Like Holmes, Adaway also had his best game of the season against Saint Joe’s, where he finished with 24 points on 11-12 shooting, including 7-7 on shots at the rim.

His offensive numbers might not always jump off the page because of his low usage rate, but Adaway has quietly been one of the most efficient players in the A-10. He leads the conference in offensive rating, boasts the third-lowest turnover percentage, and ranks seventh in true shooting percentage.

Adaway’s low usage percentage also means that he spends a lot of time off the ball; 69.8% of his made field goals have been assisted and he also leads the team in offensive rebounds. His quiet efficiency and effort off the ball make him one of the glue guys on this Bonnies’ roster.

The Bonnies currently sit 39th in the NCAA’s NET Rankings and are 10-2 overall with an 8-2 mark in A-10 play. With so few games played — and even fewer opportunities for résumé-defining wins — their margin for error is slim.

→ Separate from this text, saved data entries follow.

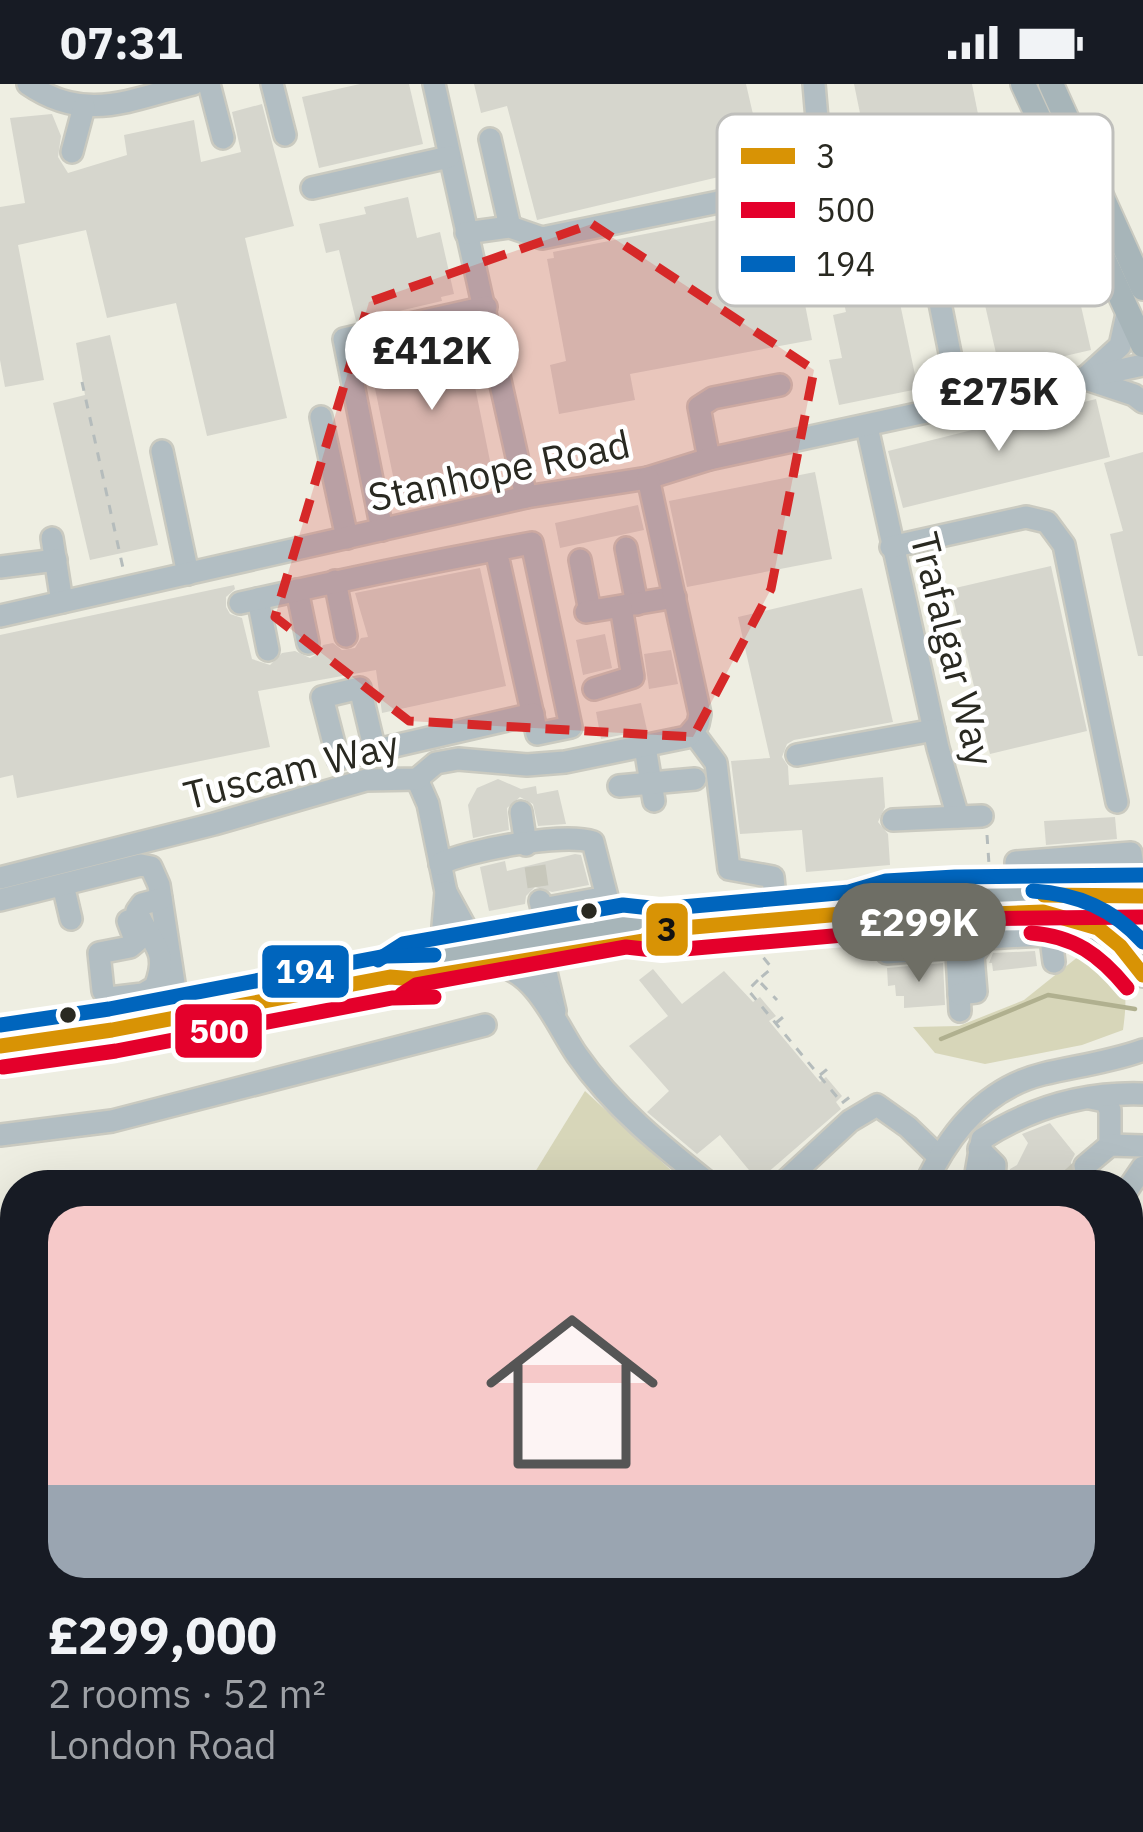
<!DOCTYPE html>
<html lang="en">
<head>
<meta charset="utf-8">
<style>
	:root { --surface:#171b24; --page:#242831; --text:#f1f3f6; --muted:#9ea1a6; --line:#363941; --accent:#6e6e65 }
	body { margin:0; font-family:"IBM Plex Sans",sans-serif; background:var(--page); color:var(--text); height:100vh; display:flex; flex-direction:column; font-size:45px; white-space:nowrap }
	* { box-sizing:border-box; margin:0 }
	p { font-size:39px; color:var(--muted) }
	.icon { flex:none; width:66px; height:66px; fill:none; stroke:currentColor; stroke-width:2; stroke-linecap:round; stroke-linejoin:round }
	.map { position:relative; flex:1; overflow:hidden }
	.panel { position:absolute; left:0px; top:1086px; width:1143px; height:663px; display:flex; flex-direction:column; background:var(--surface); border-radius:48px 48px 0 0; box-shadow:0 12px 48px #0002 }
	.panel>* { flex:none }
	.price { position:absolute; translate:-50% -102px; padding:0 27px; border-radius:42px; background:#fff; color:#222; font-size:39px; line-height:78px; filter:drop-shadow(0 3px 6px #0008) }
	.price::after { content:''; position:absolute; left:50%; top:72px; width:36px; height:27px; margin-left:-18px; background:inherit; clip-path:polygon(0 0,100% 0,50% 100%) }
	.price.on { background:var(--accent); color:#fff }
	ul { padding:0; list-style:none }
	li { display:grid; align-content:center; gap:24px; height:636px; padding:0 48px }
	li+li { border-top:3px solid var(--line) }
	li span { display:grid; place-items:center; height:372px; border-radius:36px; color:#555 }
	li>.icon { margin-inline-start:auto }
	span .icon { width:216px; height:216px; fill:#fffc; stroke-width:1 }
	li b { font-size:51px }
	.status { display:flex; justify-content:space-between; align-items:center; height:84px; padding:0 60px; background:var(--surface); direction:ltr }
	.status svg { height:33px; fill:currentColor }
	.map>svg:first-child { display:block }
	.green { fill:#e3e2cb }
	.forest { fill:#d7d6b9 }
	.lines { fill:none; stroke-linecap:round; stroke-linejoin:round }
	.stream { stroke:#b0b08f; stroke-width:4.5 }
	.building { fill:#d6d6cd }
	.minor-tunnel { stroke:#c7c7bb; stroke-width:21; stroke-dasharray:21 10; stroke-linecap:butt }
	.minor-casing { stroke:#cacac0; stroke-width:26 }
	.major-casing { stroke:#cacac0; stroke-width:28 }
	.path { stroke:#b5bcbc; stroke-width:3; stroke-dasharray:9 9; stroke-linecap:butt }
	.minor { stroke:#b2bec3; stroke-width:21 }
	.major { stroke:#a7b5b9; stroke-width:24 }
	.bus-1-casing { stroke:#fff; stroke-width:24 }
	.bus-2-casing { stroke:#fff; stroke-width:24 }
	.bus-3-casing { stroke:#fff; stroke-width:24 }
	.bus-1 { stroke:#d89305; stroke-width:15 }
	.bus-2 { stroke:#e4002b; stroke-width:15 }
	.bus-3 { stroke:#0065bd; stroke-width:15 }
	.marked { fill:#d62828; fill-opacity:0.2; stroke:#d62828; stroke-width:9; stroke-dasharray:24 15; stroke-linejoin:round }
	.bus-dot { fill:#292921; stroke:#fff; stroke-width:4.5 }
	.labels { text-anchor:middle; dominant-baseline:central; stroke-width:9; stroke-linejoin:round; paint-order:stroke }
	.street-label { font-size:39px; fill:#292921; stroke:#fff }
	.key { fill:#fff; stroke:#bfbfbc; stroke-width:3 }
	.key-label { font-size:33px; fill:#292921 }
	.line-badge { stroke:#fff; stroke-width:4.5 }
	.badge-label { font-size:33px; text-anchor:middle; font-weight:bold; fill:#fff }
	.pale-badge-label { font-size:33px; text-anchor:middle; font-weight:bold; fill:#111 }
</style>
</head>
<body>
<div class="status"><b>07:31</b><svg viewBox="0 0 49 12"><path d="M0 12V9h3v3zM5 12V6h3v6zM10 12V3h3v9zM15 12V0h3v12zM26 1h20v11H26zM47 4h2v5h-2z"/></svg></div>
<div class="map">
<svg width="1143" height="1748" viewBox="0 0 1143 1748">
	<rect width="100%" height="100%" fill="#eeeee2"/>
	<g class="green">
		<polygon points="15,1481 15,1734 579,1734 578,1748 0,1748 0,1488"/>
		<polygon points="710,1734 843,1734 842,1748 705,1748 709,1746"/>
	</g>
	<g class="forest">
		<path d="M1089,864C1126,891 1129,901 1123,946L1082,961L985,980L935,969L913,943L959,942L1024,916Z"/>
		<polygon points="585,1007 687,1101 527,1101"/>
		<polygon points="15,1241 15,1481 0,1488 0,1247"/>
	</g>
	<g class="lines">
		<g class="stream">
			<polyline points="941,955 1048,911 1135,925"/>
			<polyline points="0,1411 15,1408"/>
		</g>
	</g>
	<g class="building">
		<polygon points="360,0 409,0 423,60 319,84 302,13"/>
		<polygon points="474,0 746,0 765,82 537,136 507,22 481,29"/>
		<polygon points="854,0 972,0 981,45 868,68"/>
		<polygon points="262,20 294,142 245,154 287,334 207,352 176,219 107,234 86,146 18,161 44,296 5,303 0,276 0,123 25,119 10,34 52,30 61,52 58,73 68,89 127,71 124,51 194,36 201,78 241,68 232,28"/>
		<polygon points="1043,93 1053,137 1062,135 1072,179 1081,176 1091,220 1081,222 1091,266 1000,287 960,111"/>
		<polygon points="408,113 417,154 440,148 454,210 441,213 442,217 356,237 339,166 326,169 319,140 366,130 364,123"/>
		<polygon points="789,122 790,132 804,129 807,145 881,129 918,305 839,321 829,276 842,274 833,231 846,228 836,183 799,190 812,256 630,290 635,316 559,330 550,281 566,277 547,175 554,174 553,168"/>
		<polygon points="463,243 493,392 397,411 372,290 391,288 385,261"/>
		<polygon points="110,251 158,461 90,476 53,319 85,311 76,259"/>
		<polygon points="1096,315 1110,373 903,424 888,367"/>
		<polygon points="1143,368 1143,572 1138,572 1110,450 1123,447 1104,379"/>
		<polygon points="815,388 832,475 687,503 669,417"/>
		<polygon points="638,421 644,446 560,464 555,439"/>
		<polygon points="1051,482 1087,647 990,670 951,505"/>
		<polygon points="480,484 506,602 382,629 376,586 258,607 270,663 17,714 13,691 0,694 0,551 234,501 235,505 226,513 226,523 230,530 242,534 252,575 270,581 282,569 295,567 310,574 319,569 323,561 333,559 342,566 355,564 361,554 368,553 355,509"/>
		<polygon points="862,504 893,638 794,656 787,660 782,673 788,682 789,701 883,693 885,723 878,738 888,750 890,781 806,788 802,746 740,750 731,677 770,674 738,533"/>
		<polygon points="605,550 612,584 583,591 576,556"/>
		<polygon points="671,566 678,600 649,605 644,570"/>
		<polygon points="641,619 647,646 601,655 596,628"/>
		<polygon points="498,695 521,705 536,702 537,710 558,706 566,740 538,742 533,720 520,713 507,724 509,746 473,754 468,721 477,704"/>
		<polygon points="1115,733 1117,755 1046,761 1044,737"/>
		<polygon points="575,770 581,771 589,801 552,808 535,803 526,812 525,820 489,827 480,783 505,777 507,787"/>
		<polygon points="1035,867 1037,882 993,887 992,879 989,879 993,869"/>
		<polygon points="943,879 945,921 904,924 904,912 896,912 895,901 888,902 887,884"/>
		<polygon points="653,885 682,920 724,887 753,918 760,913 776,932 769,937 820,998 826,993 842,1012 836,1018 841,1025 758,1097 720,1051 697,1070 647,1028 669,1007 629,962 668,932 639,896"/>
		<polygon points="1050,1039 1075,1070 1071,1078 1073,1091 1081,1096 1094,1094 1100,1101 1007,1101 1010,1085 1017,1081 1028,1059 1022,1050"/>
		<polygon points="1128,1293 1143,1298 1143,1748 1128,1718"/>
	</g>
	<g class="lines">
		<g class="minor-tunnel">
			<polyline points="535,782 540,817"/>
			<polyline points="1064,1101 1085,1082"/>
		</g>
		<g class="minor-casing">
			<g id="minor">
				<path d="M28,0C86,40 131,15 193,0"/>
				<polyline points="209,0 223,54"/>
				<polyline points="272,0 285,51"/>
				<polyline points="434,0 526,413"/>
				<polyline points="490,55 510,143"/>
				<polyline points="72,68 84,23"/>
				<polyline points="312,104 449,73"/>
				<polyline points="917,104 1003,85"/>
				<polyline points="846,118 917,104 960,319"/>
				<polyline points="466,149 510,143 542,154 807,100 820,70 814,0"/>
				<polyline points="1088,291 1120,262 1127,230"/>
				<polyline points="1089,296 1134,311 1143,318"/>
				<polyline points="321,333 347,454"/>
				<polyline points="867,343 938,664 958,733"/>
				<polyline points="162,367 188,490"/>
				<polyline points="709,375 699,323 713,314 780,301"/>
				<polyline points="382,446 344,255 486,223"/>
				<polyline points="52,454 62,518"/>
				<polyline points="891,463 1026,433 1047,438 1064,461 1117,718"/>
				<polyline points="626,464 637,520"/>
				<polyline points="580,476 590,527"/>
				<polyline points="0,483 56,476"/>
				<polyline points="335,497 346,552"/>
				<polyline points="297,506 308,559"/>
				<polyline points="258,515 268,566"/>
				<path d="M240,519C337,497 434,477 532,459L571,643L537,650L496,466"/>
				<polyline points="586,528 675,513"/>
				<polyline points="0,532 526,413 648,394 709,375 1143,281"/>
				<polyline points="594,605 633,593 621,523"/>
				<polyline points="693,648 716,679 729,785 773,793 777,835"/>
				<polyline points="645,663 654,717"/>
				<polyline points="375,667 360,604 322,613 338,675 533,630"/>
				<polyline points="797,671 934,646"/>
				<polyline points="417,695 428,720 446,808 443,842 448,888"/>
				<polyline points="619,702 695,695"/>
				<polyline points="521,728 526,761"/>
				<polyline points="893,736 982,732"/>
				<path d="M440,780C468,766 564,748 593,758L607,813L542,825L540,817"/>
				<polyline points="0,794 214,740 366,696 417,695 436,679 458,675 527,681 565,678 687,653 698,640 700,630 648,394"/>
				<polyline points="63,801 71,835"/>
				<polyline points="446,808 464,841 471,880"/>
				<polyline points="1017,811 1016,778 1131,769 1137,812"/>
				<polyline points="0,816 141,781 151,783 159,801 179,932"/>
				<polyline points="955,830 960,927"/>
				<path d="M128,837L136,858L130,863L99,869L103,907L109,914L143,910L155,903C171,863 149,860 137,827L142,820L161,815"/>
				<polyline points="539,858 555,927"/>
				<polyline points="887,869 957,863"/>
				<path d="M500,882C537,890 557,942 577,971C613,1023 662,1062 711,1101"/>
				<polyline points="281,893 284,913"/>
				<polyline points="959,910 976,908 973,872 985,854 1045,851 1051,855 1054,878"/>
				<polyline points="1090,1014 1105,1017 1110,1026 1110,1061"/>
				<polyline points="0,1051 112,1037 485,941"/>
				<polyline points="979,1065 995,1081 994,1095"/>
				<polyline points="1085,1082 1110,1061 1143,1062"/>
				<polyline points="781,1101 850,1037 877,1021 908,1043 939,1073"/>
				<path d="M925,1101C949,1049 986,1004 1043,990C1077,982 1110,978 1143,966"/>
				<path d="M974,1101L982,1055C1032,1023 1084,1008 1143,1010"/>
				<polyline points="1128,1105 1143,1083"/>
				<polyline points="1066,1734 1072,1748"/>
				<polyline points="372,1748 375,1734"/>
			</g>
		</g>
		<g class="major-casing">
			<g id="major">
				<polyline points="1023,0 1143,261"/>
				<polyline points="1051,0 1143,204"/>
				<path d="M971,830C1049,827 1092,822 1143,891"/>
				<polyline points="390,893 407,881 469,868 625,842 660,846 853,829 890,818 956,814 1143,812"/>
				<polyline points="0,962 112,946 390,893 414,895 644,857 657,848"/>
			</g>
		</g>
		<g class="path">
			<polyline points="82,298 123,484"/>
			<polyline points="987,751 990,795"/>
			<polyline points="752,860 772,884 758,896 777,916"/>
			<polyline points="758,896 748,906 842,1019"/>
			<polyline points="776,939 788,929"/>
			<polyline points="820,991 831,982"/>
			<polyline points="842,1019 855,1009"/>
			<polyline points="1128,1251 1130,1255"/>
			<polyline points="1139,1273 1143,1280"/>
			<polyline points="1140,1297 1143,1290"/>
			<polyline points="144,1748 220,1734"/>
			<polyline points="845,1748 846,1734"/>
		</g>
		<use href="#minor" class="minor"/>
		<use href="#major" class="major"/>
		<g class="bus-1-casing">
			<g id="bus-1">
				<polyline points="1044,811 1143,812"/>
				<polyline points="0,962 112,946 390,893 414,895 644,857 660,846 853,829 893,834 1043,828 1098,844 1120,862 1143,891"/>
			</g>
		</g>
		<g class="bus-2-casing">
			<g id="bus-2">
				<path d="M1031,849C1074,852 1100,871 1127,904"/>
				<polyline points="402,910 416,901 626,863 662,867 855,850 894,839 957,835 1143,833"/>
				<polyline points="3,983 116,967 392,914 434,913"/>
			</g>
		</g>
		<g class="bus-3-casing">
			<g id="bus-3">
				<path d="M1033,807C1078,810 1113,825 1143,858"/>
				<polyline points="378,876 403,860 623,821 660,825 849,808 886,797 955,793 1143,791"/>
				<polyline points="0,941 109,925 386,872 434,871"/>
			</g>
		</g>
		<use href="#bus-1" class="bus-1"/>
		<use href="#bus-2" class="bus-2"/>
		<use href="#bus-3" class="bus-3"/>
	</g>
	<path class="marked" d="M592,140L814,286L771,505L693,653L409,637L275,533L369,218Z"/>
	<g class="bus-dot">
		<circle cx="589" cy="827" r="10"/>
		<circle cx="68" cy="931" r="10"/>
	</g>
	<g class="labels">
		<g class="street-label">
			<text transform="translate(499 386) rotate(-12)">Stanhope Road</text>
			<text transform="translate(953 565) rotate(76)">Trafalgar Way</text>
			<text transform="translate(291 685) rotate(-14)">Tuscam Way</text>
		</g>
	</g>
	<rect x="717" y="30" width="396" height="192" rx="18" class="key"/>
	<rect x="741" y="64" width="54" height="16" fill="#d89305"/>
	<rect x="741" y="118" width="54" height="16" fill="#e4002b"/>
	<rect x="741" y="172" width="54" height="16" fill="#0065bd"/>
	<g class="key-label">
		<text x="816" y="84">3</text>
		<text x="816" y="138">500</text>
		<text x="816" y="192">194</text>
	</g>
	<g class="line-badge">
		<rect x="644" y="817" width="46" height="57" rx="12" fill="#d89305"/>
		<rect x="260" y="859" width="91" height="57" rx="12" fill="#0065bd"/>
		<rect x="173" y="918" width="91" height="58" rx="12" fill="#e4002b"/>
	</g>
	<g class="badge-label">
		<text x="305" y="899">194</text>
		<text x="219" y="959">500</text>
	</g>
	<g class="pale-badge-label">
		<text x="667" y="857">3</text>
	</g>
</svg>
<b class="price" style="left:432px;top:329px">£412K</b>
<b class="price" style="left:999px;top:370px">£275K</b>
<b class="price on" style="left:919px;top:901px">£299K</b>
<section class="panel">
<ul>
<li><span style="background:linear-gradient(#f6c9c9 75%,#9aa5b1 0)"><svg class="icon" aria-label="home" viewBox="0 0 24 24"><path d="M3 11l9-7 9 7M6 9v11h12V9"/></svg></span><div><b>£299,000</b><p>2 rooms · 52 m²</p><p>London Road</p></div></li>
</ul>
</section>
</div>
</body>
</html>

Barring rescheduled games, Friday’s matchup at VCU will be St Bonaventure’s third and final Q1 game of the season.

Bonnies fans will be nervous come March given their team’s dubious history with the selection committee, and rightly so. But this squad is different.

While the 2017-18 squad (First Four) was focused on the two-pronged attack of Jaylen Adams and Matt Mobley, and the 2015-16 Bonnies (NIT) featured a younger Adams alongside seniors Marcus Posley and Dion Wright, this year’s team might have the most well-rounded starting five of any squad during Mark Schmidt’s tenure.

All five starters offer a unique offensive threat and average in double figures. They rebound as a team and allow the fewest points in the A-10. And the scary part? They are all juniors.

The trio of Lofton, Welch, and Osunniyi were known variables entering this season, but the emergences of Holmes and Adaway have elevated this team to elite mid-major status.

That will also make them a scary matchup for any power conference school come March.